The low-end market has been termed as “segment zero” because of the low margins involved. The company in question does not cater to them because its products are much more expensive relative to what customers in this segment can afford. Because segment zero consists of a small often-negligible portion of the company’s market, it is easy to overlook. During the late 1990s, Intel’s segment zero consisted of customers who could not spend $1000 on a computer processor (Hills et al., 2014). Since this percentage of the market was so small, it became easy to ignore clients in this category since the company focused on the top-tier market. Grove’s theory as cited in Hills et al. (2014) suggests that such forgotten customers become the focus of cheap technology by other technology companies and hence the reason why new companies join the market to address the needs of a forgotten customer base. More established manufacturers might often not notice the new entrants because they are engrossed with their top-tier market, and partly, the mass market.
The low-end technology by the new entrant will often find a market within the segment zero of the established company. With time, the low-end technology may then move up the market trajectory to reach the mass market. The reason why the new cheaper technology moves up is that it is also advancing faster relative to what the customers are ready to catch up with (Dignan, 2013). Once it reaches the mass market, the older company realizes that its customer base is under threat by the new entrant. At the same time, the once low-end technology does not seem to manifest his or her status any longer. Indeed, the new cheaper technology can transform customers’ preferences in the high-end segment. When Android and iOS were first entering the market, they targeted the customer base that had been frustrated by Microsoft’s Windows. Frustrations could have ranged from not being able to afford personal computers to the difficulty of use.
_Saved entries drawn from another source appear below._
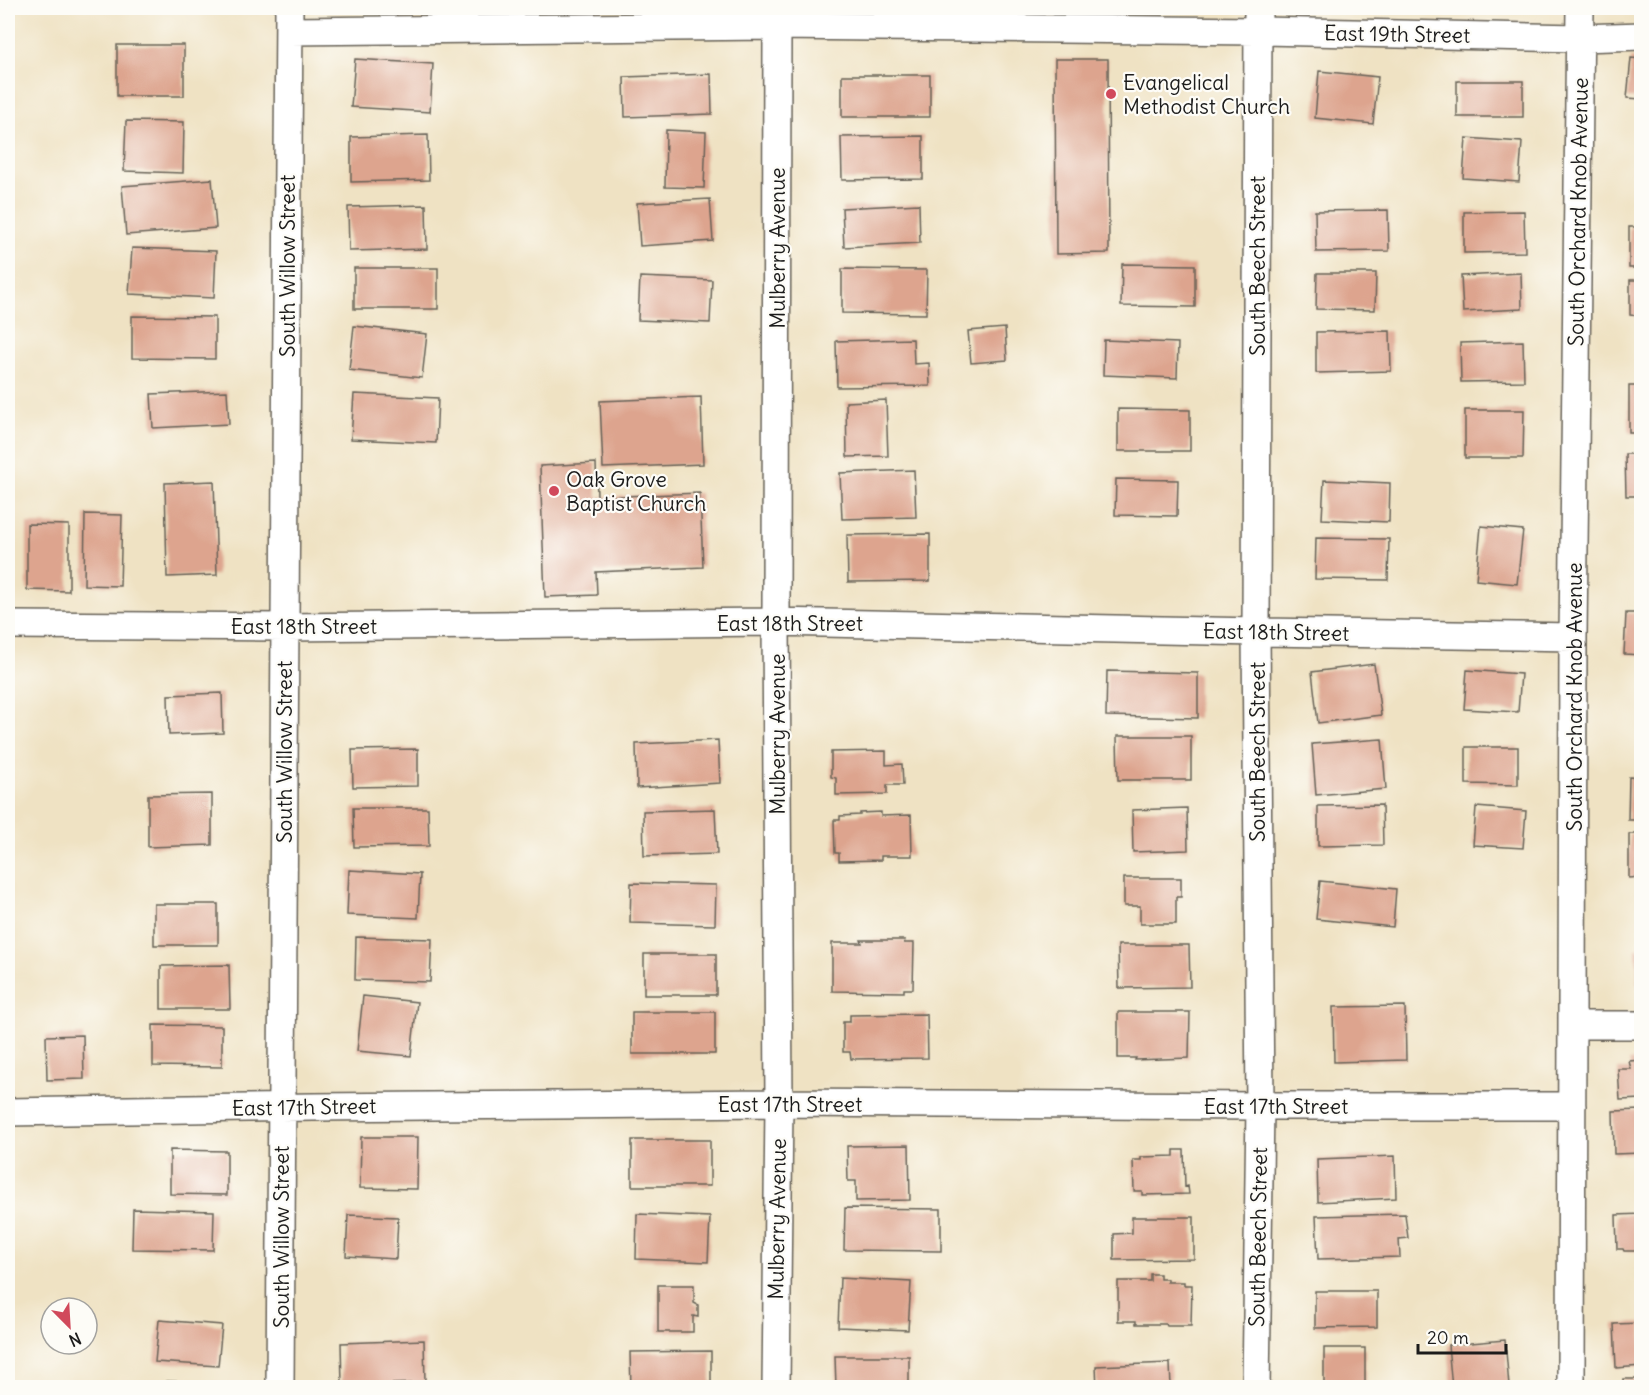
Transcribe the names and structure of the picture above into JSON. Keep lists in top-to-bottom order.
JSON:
{
  "streets": {
    "street": [
      "East 19th Street",
      "South Orchard Knob Avenue",
      "Mulberry Avenue",
      "South Willow Street",
      "South Beech Street",
      "East 18th Street",
      "East 17th Street"
    ]
  },
  "crossings": [
    ["East 19th Street", "South Orchard Knob Avenue"],
    ["East 19th Street", "Mulberry Avenue"],
    ["East 19th Street", "South Willow Street"],
    ["East 19th Street", "South Beech Street"],
    ["South Orchard Knob Avenue", "East 18th Street"],
    ["South Orchard Knob Avenue", "East 17th Street"],
    ["Mulberry Avenue", "East 18th Street"],
    ["Mulberry Avenue", "East 17th Street"],
    ["South Willow Street", "East 18th Street"],
    ["South Willow Street", "East 17th Street"],
    ["South Beech Street", "East 18th Street"],
    ["South Beech Street", "East 17th Street"]
  ],
  "places": ["Evangelical Methodist Church", "Oak Grove Baptist Church"],
  "scale_bar": "20 m",
  "north": "bottom right"
}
With the new smartphone OS, users can access fast internet without requiring a personal computer. Further, the ease of use of this new technology is exciting to many people. Right from the beginning, the smartphone led huge numbers of people to try it, even those who had not registered any disappointments with Windows. Hence, the smartphone OS was fast infiltrating into the Windows’ mass market. Mobile web/apps present other advantages over Microsoft’s Windows, including the anytime/anywhere phenomenon facilitated by the portability of smartphones.
The simplicity of Android and iOS renders Windows undesirable among many of its previous users. This situation has caused the latter platform to drop in sales across the world. The most installed apps in Windows 8, namely, Chrome and iTunes, are both from companies whose primary goal is to drive Windows out of the market. Additionally, software developers are disappointed by the fact that Windows cannot command the same interest from customers as it did in the earlier days. Previously, every time Microsoft released a new Windows version, developers would create numerous apps and software that would work with the new windows. Of course, developers were interested because there was a ready market. However, the excitement around Windows has since disappeared. The same developers are now creating mobile apps for Android and iOS. This tremendous shift has resulted in a major drop in the market share for Windows OS.
Apple and Google identified a gap in the form of a frustrated Microsoft customer. Many of them belonged to the low-end market of the giant software maker. Ideally, Apple was not as dedicated to this market segment as Google. The reason for this assertion is that Apple was making expensive products, perhaps more expensive compared to Microsoft. On the other hand, Google decided to make products that were cheaply available for its targeted users. Indeed, Android apps are available free of charge and in large numbers at the Google play store. Hence, Google’s Android has emerged as the more popular smartphone OS. Further, it was Google’s idea to transfer the smartphone OS into tablets and subsequently, computers. Today, the Chromebook is one of the serious competitors of Windows desktop. Besides running fully on Android, it can perform nearly all tasks that were traditionally limited to desktop PCs.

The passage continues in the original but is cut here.